TO DO:
Once you reach the line that holds "Please list the" in the listing below, output it and every line after it through the line that holds "Which roads connect", word for word.

DATA TO USE:
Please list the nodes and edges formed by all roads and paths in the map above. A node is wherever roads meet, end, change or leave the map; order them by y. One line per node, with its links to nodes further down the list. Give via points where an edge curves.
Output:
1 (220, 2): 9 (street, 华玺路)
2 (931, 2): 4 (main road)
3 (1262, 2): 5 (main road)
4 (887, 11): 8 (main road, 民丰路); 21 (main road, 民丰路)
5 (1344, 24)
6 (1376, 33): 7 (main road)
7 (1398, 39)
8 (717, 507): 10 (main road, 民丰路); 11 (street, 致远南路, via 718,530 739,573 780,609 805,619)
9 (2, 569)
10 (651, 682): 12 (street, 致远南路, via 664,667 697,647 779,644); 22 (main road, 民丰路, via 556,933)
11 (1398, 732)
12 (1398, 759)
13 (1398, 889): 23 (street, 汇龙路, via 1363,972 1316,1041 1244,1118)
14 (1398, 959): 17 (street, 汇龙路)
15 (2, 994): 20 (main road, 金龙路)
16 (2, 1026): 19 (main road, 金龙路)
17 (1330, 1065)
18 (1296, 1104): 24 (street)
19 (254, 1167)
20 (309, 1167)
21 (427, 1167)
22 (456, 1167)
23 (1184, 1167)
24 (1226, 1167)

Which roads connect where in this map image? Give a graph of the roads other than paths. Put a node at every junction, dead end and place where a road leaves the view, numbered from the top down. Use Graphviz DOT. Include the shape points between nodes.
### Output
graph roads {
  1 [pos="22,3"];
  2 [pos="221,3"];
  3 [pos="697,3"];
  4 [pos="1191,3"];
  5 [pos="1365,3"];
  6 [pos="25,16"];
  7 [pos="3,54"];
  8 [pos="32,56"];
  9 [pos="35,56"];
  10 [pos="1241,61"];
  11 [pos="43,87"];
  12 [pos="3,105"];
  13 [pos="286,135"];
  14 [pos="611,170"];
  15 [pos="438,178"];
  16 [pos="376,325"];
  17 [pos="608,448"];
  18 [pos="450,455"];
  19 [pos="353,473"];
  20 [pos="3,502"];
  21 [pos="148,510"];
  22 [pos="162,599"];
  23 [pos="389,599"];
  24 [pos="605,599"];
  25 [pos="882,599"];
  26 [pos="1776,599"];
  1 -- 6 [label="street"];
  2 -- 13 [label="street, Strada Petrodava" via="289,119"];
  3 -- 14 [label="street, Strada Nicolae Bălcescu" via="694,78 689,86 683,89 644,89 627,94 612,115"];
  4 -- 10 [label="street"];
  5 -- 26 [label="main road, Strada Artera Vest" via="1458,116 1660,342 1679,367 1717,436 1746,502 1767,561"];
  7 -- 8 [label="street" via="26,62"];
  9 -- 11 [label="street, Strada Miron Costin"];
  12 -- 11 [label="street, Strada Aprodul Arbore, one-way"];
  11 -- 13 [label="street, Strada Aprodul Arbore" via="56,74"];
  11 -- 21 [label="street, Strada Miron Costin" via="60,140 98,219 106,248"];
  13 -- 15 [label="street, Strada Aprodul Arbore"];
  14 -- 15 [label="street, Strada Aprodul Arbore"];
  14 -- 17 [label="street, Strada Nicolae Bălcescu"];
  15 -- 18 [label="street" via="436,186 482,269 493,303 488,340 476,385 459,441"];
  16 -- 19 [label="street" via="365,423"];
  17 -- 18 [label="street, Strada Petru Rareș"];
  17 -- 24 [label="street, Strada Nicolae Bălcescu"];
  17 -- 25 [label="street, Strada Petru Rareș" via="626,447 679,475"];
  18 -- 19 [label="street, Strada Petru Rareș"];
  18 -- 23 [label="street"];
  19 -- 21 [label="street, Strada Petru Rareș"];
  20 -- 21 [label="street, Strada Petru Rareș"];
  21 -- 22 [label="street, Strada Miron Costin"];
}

--

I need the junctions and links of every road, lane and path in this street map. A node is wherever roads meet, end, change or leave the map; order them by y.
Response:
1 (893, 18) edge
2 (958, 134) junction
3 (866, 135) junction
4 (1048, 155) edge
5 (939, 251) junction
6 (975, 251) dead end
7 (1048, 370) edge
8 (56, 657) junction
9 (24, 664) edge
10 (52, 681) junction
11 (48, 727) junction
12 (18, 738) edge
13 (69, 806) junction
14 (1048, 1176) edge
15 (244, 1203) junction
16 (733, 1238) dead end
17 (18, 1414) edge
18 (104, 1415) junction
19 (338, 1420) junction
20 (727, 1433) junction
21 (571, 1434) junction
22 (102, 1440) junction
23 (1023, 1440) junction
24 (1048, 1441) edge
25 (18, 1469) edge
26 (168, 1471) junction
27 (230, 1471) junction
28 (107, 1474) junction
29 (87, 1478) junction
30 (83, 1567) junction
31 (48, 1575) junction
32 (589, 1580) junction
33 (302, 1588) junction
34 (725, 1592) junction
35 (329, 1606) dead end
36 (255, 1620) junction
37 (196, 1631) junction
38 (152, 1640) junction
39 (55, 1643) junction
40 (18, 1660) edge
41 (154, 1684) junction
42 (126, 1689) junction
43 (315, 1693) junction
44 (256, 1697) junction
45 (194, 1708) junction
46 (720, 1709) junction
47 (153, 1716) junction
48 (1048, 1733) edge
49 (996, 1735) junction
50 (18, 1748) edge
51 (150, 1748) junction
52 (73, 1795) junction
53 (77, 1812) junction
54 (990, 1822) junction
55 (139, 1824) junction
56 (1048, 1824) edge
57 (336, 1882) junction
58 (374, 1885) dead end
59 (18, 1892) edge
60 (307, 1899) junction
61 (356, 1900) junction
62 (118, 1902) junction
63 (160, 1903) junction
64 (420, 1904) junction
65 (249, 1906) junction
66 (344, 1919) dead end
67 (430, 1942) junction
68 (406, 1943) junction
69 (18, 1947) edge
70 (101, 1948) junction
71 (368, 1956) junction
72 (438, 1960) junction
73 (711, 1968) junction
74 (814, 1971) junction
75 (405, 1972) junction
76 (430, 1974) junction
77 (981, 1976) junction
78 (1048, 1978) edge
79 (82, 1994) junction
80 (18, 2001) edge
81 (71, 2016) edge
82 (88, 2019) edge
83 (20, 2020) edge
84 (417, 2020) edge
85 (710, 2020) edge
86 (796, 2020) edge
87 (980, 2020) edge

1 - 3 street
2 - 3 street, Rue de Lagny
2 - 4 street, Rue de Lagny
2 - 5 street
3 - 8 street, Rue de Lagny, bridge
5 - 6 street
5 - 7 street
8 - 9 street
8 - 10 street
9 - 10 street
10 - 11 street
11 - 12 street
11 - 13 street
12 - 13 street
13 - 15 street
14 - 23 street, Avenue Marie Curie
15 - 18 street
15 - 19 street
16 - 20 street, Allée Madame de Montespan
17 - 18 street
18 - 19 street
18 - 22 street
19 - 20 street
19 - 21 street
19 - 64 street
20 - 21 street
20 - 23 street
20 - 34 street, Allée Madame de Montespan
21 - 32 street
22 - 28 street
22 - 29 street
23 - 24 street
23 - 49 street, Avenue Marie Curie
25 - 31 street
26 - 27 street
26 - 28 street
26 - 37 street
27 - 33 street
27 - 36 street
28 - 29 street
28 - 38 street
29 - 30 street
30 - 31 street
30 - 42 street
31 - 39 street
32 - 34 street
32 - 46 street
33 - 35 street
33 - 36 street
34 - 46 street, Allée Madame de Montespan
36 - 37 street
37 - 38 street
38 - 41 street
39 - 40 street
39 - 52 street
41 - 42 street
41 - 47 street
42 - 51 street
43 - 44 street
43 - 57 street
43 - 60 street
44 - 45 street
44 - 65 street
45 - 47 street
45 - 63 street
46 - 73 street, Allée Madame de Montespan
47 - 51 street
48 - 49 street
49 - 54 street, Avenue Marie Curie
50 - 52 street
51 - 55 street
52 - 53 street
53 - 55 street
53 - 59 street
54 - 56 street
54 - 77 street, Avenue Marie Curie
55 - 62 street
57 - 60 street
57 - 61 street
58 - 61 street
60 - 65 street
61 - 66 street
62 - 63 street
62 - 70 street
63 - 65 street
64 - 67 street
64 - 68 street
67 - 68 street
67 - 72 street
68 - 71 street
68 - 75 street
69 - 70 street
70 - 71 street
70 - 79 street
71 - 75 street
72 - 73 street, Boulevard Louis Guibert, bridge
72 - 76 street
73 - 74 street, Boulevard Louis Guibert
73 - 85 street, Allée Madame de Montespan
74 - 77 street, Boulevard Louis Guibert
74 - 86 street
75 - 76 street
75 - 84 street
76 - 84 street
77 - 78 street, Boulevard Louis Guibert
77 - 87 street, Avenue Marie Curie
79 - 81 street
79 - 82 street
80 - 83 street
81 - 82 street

--

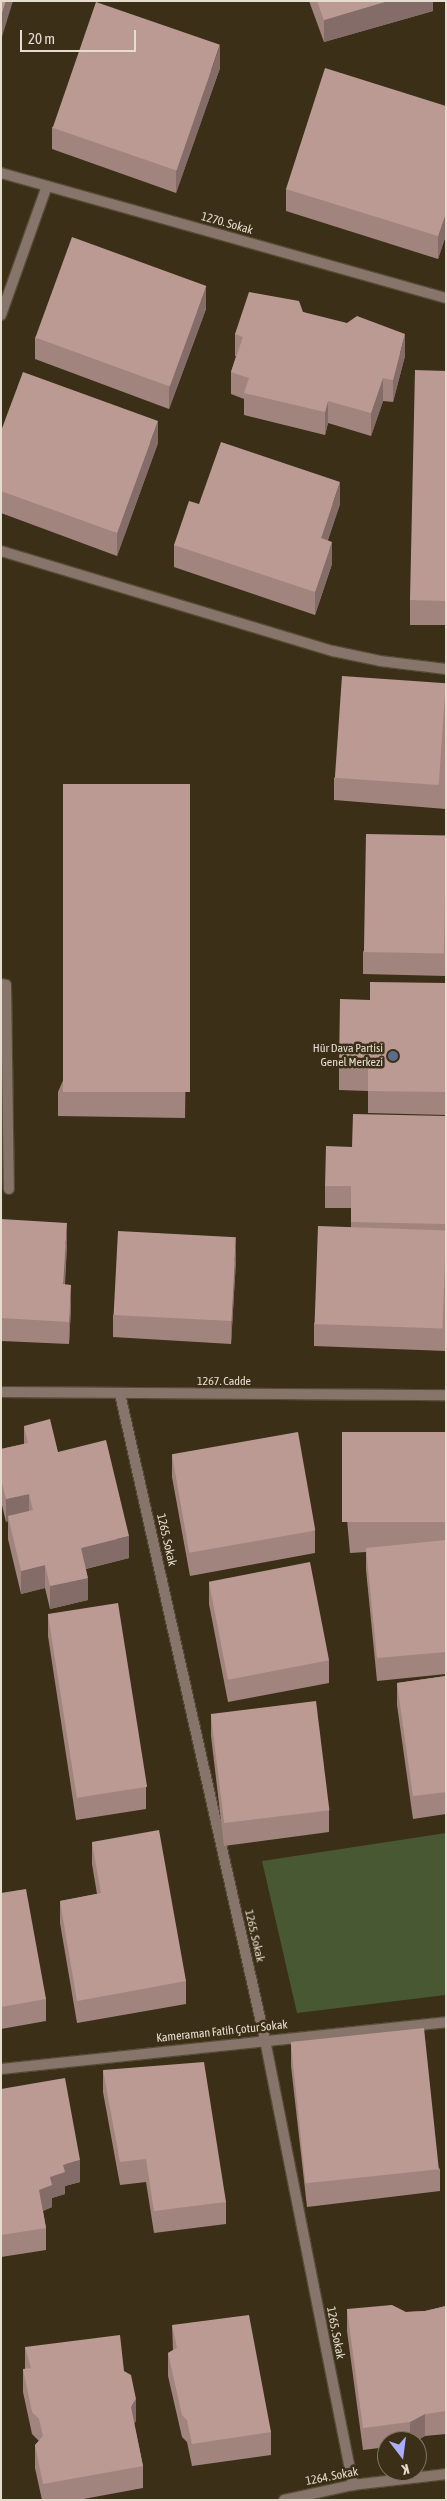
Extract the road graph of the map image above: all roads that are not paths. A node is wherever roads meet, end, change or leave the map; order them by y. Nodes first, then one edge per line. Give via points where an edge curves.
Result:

ANSWER AREA:
Please list the nodes and edges formed by all roads and paths in the map above. A node is wherever roads meet, end, change or leave the map; order them by y. One line per node, with its links to nodes further down the list. Give via points where an edge curves.
Output:
1 (220, 2): 9 (street, 华玺路)
2 (931, 2): 4 (main road)
3 (1262, 2): 5 (main road)
4 (887, 11): 8 (main road, 民丰路); 21 (main road, 民丰路)
5 (1344, 24)
6 (1376, 33): 7 (main road)
7 (1398, 39)
8 (717, 507): 10 (main road, 民丰路); 11 (street, 致远南路, via 718,530 739,573 780,609 805,619)
9 (2, 569)
10 (651, 682): 12 (street, 致远南路, via 664,667 697,647 779,644); 22 (main road, 民丰路, via 556,933)
11 (1398, 732)
12 (1398, 759)
13 (1398, 889): 23 (street, 汇龙路, via 1363,972 1316,1041 1244,1118)
14 (1398, 959): 17 (street, 汇龙路)
15 (2, 994): 20 (main road, 金龙路)
16 (2, 1026): 19 (main road, 金龙路)
17 (1330, 1065)
18 (1296, 1104): 24 (street)
19 (254, 1167)
20 (309, 1167)
21 (427, 1167)
22 (456, 1167)
23 (1184, 1167)
24 (1226, 1167)

Which roads connect where in this map image? Give a graph of the roads other than paths. Put a node at every junction, dead end and place where a road leaves the view, numbered from the top down. Use Graphviz DOT. Include the shape points between nodes.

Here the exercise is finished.